▶ [Brief]: Please restate the data word for word, in full.

▶ [Collected data]:
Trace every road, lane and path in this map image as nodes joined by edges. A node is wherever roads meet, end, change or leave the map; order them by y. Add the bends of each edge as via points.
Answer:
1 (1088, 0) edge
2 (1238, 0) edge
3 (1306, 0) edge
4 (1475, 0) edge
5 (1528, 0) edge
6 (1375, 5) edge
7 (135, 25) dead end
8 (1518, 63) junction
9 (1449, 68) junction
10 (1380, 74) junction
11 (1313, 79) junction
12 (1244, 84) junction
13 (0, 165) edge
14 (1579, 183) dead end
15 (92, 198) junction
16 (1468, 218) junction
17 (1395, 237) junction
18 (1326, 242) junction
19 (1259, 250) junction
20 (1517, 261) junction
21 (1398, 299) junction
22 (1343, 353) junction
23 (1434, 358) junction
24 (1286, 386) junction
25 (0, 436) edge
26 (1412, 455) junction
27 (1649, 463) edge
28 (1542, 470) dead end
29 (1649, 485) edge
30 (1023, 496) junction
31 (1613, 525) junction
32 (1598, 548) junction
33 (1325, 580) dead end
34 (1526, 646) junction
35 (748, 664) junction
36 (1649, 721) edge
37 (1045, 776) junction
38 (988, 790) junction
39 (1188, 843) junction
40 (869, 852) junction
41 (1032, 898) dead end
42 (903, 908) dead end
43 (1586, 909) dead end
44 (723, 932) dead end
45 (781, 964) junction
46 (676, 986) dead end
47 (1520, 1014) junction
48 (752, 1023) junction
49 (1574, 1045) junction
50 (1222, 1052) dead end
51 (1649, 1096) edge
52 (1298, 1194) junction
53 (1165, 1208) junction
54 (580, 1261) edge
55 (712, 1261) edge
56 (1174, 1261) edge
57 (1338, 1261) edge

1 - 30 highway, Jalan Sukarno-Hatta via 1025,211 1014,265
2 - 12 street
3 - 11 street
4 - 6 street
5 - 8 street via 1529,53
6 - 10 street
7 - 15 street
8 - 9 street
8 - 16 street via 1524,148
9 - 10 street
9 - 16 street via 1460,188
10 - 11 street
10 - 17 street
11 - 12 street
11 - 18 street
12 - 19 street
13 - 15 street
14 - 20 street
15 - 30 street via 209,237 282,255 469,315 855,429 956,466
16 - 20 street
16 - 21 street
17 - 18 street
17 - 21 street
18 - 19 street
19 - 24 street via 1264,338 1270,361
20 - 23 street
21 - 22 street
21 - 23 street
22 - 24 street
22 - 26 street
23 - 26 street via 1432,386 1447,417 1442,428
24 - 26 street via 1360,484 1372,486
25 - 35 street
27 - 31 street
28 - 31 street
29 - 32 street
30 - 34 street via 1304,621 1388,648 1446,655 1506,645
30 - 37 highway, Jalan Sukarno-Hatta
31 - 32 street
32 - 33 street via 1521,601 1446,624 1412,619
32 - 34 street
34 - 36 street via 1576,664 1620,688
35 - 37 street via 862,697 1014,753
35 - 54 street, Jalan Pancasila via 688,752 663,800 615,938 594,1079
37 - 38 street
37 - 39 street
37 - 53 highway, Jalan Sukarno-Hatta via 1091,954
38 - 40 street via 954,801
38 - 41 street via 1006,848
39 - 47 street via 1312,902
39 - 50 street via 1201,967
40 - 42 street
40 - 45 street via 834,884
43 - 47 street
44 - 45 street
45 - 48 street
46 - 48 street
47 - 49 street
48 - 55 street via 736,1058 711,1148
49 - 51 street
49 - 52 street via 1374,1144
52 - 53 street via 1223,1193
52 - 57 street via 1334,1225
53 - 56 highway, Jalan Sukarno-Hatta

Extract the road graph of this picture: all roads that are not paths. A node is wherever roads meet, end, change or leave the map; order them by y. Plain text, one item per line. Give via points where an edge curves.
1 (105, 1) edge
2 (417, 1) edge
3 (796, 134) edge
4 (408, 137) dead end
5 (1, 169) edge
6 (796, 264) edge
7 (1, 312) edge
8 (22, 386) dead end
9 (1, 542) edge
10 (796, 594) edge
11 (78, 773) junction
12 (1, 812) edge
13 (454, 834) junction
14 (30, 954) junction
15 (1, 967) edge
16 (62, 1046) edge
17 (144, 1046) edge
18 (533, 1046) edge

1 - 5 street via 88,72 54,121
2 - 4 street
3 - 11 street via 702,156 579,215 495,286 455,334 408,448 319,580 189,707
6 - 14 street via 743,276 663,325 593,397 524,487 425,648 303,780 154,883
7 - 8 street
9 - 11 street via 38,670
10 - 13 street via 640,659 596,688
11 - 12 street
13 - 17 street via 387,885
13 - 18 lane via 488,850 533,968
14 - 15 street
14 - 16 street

▶ [Answer box]:
Trace every road, lane and path in this map image as nodes joined by edges. A node is wherever roads meet, end, change or leave the map; order them by y. Add the bends of each edge as via points.
Answer:
1 (1088, 0) edge
2 (1238, 0) edge
3 (1306, 0) edge
4 (1475, 0) edge
5 (1528, 0) edge
6 (1375, 5) edge
7 (135, 25) dead end
8 (1518, 63) junction
9 (1449, 68) junction
10 (1380, 74) junction
11 (1313, 79) junction
12 (1244, 84) junction
13 (0, 165) edge
14 (1579, 183) dead end
15 (92, 198) junction
16 (1468, 218) junction
17 (1395, 237) junction
18 (1326, 242) junction
19 (1259, 250) junction
20 (1517, 261) junction
21 (1398, 299) junction
22 (1343, 353) junction
23 (1434, 358) junction
24 (1286, 386) junction
25 (0, 436) edge
26 (1412, 455) junction
27 (1649, 463) edge
28 (1542, 470) dead end
29 (1649, 485) edge
30 (1023, 496) junction
31 (1613, 525) junction
32 (1598, 548) junction
33 (1325, 580) dead end
34 (1526, 646) junction
35 (748, 664) junction
36 (1649, 721) edge
37 (1045, 776) junction
38 (988, 790) junction
39 (1188, 843) junction
40 (869, 852) junction
41 (1032, 898) dead end
42 (903, 908) dead end
43 (1586, 909) dead end
44 (723, 932) dead end
45 (781, 964) junction
46 (676, 986) dead end
47 (1520, 1014) junction
48 (752, 1023) junction
49 (1574, 1045) junction
50 (1222, 1052) dead end
51 (1649, 1096) edge
52 (1298, 1194) junction
53 (1165, 1208) junction
54 (580, 1261) edge
55 (712, 1261) edge
56 (1174, 1261) edge
57 (1338, 1261) edge

1 - 30 highway, Jalan Sukarno-Hatta via 1025,211 1014,265
2 - 12 street
3 - 11 street
4 - 6 street
5 - 8 street via 1529,53
6 - 10 street
7 - 15 street
8 - 9 street
8 - 16 street via 1524,148
9 - 10 street
9 - 16 street via 1460,188
10 - 11 street
10 - 17 street
11 - 12 street
11 - 18 street
12 - 19 street
13 - 15 street
14 - 20 street
15 - 30 street via 209,237 282,255 469,315 855,429 956,466
16 - 20 street
16 - 21 street
17 - 18 street
17 - 21 street
18 - 19 street
19 - 24 street via 1264,338 1270,361
20 - 23 street
21 - 22 street
21 - 23 street
22 - 24 street
22 - 26 street
23 - 26 street via 1432,386 1447,417 1442,428
24 - 26 street via 1360,484 1372,486
25 - 35 street
27 - 31 street
28 - 31 street
29 - 32 street
30 - 34 street via 1304,621 1388,648 1446,655 1506,645
30 - 37 highway, Jalan Sukarno-Hatta
31 - 32 street
32 - 33 street via 1521,601 1446,624 1412,619
32 - 34 street
34 - 36 street via 1576,664 1620,688
35 - 37 street via 862,697 1014,753
35 - 54 street, Jalan Pancasila via 688,752 663,800 615,938 594,1079
37 - 38 street
37 - 39 street
37 - 53 highway, Jalan Sukarno-Hatta via 1091,954
38 - 40 street via 954,801
38 - 41 street via 1006,848
39 - 47 street via 1312,902
39 - 50 street via 1201,967
40 - 42 street
40 - 45 street via 834,884
43 - 47 street
44 - 45 street
45 - 48 street
46 - 48 street
47 - 49 street
48 - 55 street via 736,1058 711,1148
49 - 51 street
49 - 52 street via 1374,1144
52 - 53 street via 1223,1193
52 - 57 street via 1334,1225
53 - 56 highway, Jalan Sukarno-Hatta

Extract the road graph of this picture: all roads that are not paths. A node is wherever roads meet, end, change or leave the map; order them by y. Plain text, one item per line. Give via points where an edge curves.
1 (105, 1) edge
2 (417, 1) edge
3 (796, 134) edge
4 (408, 137) dead end
5 (1, 169) edge
6 (796, 264) edge
7 (1, 312) edge
8 (22, 386) dead end
9 (1, 542) edge
10 (796, 594) edge
11 (78, 773) junction
12 (1, 812) edge
13 (454, 834) junction
14 (30, 954) junction
15 (1, 967) edge
16 (62, 1046) edge
17 (144, 1046) edge
18 (533, 1046) edge

1 - 5 street via 88,72 54,121
2 - 4 street
3 - 11 street via 702,156 579,215 495,286 455,334 408,448 319,580 189,707
6 - 14 street via 743,276 663,325 593,397 524,487 425,648 303,780 154,883
7 - 8 street
9 - 11 street via 38,670
10 - 13 street via 640,659 596,688
11 - 12 street
13 - 17 street via 387,885
13 - 18 lane via 488,850 533,968
14 - 15 street
14 - 16 street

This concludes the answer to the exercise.